Breath VCO2 rates were constant within each subject across the six test intakes of phenyalanine (data not shown) but ranged from 189 to 235 ml/min among the five subjects (P < 0.001). The effect of phenylalanine intake on individual rate of 13CO2 (F13CO2) release is shown in Table 3. For every subject, F13CO2 decreased with increasing phenylalanine intakes up to a specific phenylalanine intake, after which F13CO2 increased. The individual subject (P = 0.008) as well as phenylalanine intake (P = 0.004) had a significant effect on F13CO2. Figure 1 shows the mean break point in the F13CO2 data. With the use of a two-phase linear regression crossover model, a break point of 14 mg phenylalanine · kg-1 · day-1 was found.

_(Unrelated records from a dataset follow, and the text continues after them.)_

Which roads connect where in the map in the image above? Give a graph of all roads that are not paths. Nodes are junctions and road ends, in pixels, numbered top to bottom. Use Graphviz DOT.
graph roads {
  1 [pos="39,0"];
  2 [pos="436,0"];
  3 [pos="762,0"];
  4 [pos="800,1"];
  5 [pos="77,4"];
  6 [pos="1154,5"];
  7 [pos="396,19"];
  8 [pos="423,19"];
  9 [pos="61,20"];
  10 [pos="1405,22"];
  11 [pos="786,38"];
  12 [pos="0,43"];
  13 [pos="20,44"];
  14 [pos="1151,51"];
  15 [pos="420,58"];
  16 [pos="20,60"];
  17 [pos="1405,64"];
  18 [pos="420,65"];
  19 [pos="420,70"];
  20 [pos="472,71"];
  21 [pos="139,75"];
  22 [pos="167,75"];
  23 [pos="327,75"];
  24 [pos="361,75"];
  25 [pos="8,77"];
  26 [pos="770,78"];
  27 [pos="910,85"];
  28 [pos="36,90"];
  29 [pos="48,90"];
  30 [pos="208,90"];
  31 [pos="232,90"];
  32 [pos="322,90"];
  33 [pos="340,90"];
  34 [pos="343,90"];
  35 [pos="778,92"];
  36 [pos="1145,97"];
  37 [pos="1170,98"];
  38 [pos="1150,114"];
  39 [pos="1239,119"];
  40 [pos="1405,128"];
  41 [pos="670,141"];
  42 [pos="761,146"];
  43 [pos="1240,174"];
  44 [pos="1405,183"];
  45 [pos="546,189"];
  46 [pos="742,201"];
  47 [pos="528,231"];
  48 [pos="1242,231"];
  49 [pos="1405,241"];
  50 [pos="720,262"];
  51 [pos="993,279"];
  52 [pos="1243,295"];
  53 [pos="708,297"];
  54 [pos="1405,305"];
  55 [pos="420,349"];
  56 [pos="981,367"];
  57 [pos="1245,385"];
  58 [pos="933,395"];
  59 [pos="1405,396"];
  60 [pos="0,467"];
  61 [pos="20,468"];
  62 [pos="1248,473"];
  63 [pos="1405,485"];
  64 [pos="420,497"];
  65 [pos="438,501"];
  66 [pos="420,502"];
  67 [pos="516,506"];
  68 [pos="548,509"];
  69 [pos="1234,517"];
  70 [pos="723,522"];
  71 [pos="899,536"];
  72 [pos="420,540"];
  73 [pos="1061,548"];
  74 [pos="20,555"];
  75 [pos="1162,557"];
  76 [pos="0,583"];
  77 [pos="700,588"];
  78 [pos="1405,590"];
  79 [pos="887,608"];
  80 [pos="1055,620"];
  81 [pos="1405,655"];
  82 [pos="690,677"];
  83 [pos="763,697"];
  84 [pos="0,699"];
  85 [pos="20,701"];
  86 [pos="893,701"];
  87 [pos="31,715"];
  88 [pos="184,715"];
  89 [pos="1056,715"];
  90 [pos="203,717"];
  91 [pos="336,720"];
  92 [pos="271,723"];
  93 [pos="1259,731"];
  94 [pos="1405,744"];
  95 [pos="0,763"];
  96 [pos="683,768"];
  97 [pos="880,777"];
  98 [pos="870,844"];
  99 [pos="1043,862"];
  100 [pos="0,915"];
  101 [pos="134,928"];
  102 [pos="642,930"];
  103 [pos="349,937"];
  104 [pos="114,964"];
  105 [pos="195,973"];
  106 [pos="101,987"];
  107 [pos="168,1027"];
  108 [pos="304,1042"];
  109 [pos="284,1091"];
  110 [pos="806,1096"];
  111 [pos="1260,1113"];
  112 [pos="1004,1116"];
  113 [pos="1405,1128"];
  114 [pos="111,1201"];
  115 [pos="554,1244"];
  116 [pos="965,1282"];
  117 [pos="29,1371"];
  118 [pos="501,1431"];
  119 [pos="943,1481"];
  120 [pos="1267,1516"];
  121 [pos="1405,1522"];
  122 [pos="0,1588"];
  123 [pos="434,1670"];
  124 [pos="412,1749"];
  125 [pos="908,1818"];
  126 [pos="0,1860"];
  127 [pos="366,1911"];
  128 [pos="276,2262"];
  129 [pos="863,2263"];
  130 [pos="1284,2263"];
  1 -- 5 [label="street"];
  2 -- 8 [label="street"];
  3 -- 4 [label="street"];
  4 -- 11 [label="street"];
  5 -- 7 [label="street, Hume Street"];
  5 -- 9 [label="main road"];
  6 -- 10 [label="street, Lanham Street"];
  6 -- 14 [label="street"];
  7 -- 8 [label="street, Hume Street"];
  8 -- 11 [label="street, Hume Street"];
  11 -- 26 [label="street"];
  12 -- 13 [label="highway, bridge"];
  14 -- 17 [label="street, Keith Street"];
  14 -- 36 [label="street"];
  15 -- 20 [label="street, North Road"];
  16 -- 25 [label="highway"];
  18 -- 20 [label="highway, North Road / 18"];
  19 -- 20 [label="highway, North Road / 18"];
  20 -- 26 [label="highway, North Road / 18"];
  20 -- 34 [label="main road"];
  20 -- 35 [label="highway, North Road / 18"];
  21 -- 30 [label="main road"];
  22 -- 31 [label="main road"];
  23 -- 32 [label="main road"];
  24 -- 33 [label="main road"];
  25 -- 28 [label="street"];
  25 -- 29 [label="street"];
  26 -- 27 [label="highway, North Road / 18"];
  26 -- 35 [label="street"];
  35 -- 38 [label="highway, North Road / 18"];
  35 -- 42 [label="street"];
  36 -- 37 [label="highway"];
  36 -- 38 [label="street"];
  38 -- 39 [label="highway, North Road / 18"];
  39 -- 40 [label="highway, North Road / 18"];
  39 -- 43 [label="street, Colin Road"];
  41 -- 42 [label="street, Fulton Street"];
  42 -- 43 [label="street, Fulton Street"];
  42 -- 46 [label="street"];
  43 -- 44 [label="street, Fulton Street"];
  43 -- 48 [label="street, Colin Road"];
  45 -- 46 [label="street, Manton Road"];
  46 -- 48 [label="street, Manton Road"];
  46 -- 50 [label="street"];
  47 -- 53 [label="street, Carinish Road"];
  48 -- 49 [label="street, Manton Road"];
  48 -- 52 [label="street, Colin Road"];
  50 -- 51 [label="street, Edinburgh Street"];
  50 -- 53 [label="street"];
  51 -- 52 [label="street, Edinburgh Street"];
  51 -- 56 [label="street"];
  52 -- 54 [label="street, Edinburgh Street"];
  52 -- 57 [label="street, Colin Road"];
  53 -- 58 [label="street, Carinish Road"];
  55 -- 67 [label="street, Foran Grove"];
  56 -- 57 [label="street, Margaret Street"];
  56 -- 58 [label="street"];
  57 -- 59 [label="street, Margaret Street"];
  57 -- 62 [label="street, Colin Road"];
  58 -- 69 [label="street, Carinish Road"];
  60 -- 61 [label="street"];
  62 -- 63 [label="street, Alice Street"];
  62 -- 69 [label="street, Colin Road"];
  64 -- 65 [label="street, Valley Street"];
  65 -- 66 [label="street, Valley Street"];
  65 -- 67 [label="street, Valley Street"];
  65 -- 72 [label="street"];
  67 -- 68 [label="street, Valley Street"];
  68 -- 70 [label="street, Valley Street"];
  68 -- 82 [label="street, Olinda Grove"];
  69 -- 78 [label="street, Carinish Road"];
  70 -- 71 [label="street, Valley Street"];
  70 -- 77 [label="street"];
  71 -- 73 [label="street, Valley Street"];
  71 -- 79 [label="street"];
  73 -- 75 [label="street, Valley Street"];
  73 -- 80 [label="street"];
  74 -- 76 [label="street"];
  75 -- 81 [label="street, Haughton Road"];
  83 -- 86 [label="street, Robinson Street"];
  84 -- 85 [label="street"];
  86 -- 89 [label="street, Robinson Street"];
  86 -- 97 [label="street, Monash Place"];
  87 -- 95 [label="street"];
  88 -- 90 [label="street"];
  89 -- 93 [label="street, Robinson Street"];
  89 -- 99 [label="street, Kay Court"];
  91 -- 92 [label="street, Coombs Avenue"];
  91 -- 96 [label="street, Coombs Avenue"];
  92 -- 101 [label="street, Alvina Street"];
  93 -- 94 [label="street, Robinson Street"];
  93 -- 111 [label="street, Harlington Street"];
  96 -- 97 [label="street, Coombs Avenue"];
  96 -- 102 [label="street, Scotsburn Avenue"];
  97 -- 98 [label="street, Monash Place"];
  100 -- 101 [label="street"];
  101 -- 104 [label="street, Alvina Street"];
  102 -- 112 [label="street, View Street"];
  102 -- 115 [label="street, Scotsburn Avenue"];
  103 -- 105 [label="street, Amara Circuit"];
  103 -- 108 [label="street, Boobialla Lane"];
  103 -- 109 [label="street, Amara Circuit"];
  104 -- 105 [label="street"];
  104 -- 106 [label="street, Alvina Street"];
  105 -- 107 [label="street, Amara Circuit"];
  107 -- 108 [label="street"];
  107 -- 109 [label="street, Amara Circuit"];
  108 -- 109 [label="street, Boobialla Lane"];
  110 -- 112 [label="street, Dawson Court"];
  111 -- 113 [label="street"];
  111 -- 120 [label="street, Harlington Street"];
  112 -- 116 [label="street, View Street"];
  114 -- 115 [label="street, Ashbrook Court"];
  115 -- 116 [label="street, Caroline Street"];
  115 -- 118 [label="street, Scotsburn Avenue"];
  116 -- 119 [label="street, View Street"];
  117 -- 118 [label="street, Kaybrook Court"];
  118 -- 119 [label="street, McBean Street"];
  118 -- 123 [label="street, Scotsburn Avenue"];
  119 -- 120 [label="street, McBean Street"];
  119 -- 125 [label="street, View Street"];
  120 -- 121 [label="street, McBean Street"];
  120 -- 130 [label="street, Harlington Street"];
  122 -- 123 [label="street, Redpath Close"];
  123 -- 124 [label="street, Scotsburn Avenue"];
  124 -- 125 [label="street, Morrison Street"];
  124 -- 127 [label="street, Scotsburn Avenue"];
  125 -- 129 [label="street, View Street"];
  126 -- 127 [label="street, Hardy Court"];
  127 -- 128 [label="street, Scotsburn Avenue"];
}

The upper 95% confidence limit of the break point, which represents the safe population intake, was determined to be 19.5 mg phenylalanine · kg-1 · day-1. The individual F13CO2 data are shown in Fig. 2. From these data, individual phenylalanine requirement estimates can be obtained by visual inspection, and the data ranged from 13 to 20 mg · kg-1 · day-1, with an average of 15.2 mg · kg-1 · day-1. Despite the approximate nature of the visual estimates, the average value and range are comparable to those obtained by two-phase linear crossover regression analysis. The pattern of lysine oxidation mirrored the F13CO2 data but was not significantly affected by phenylalanine intake (Table 2).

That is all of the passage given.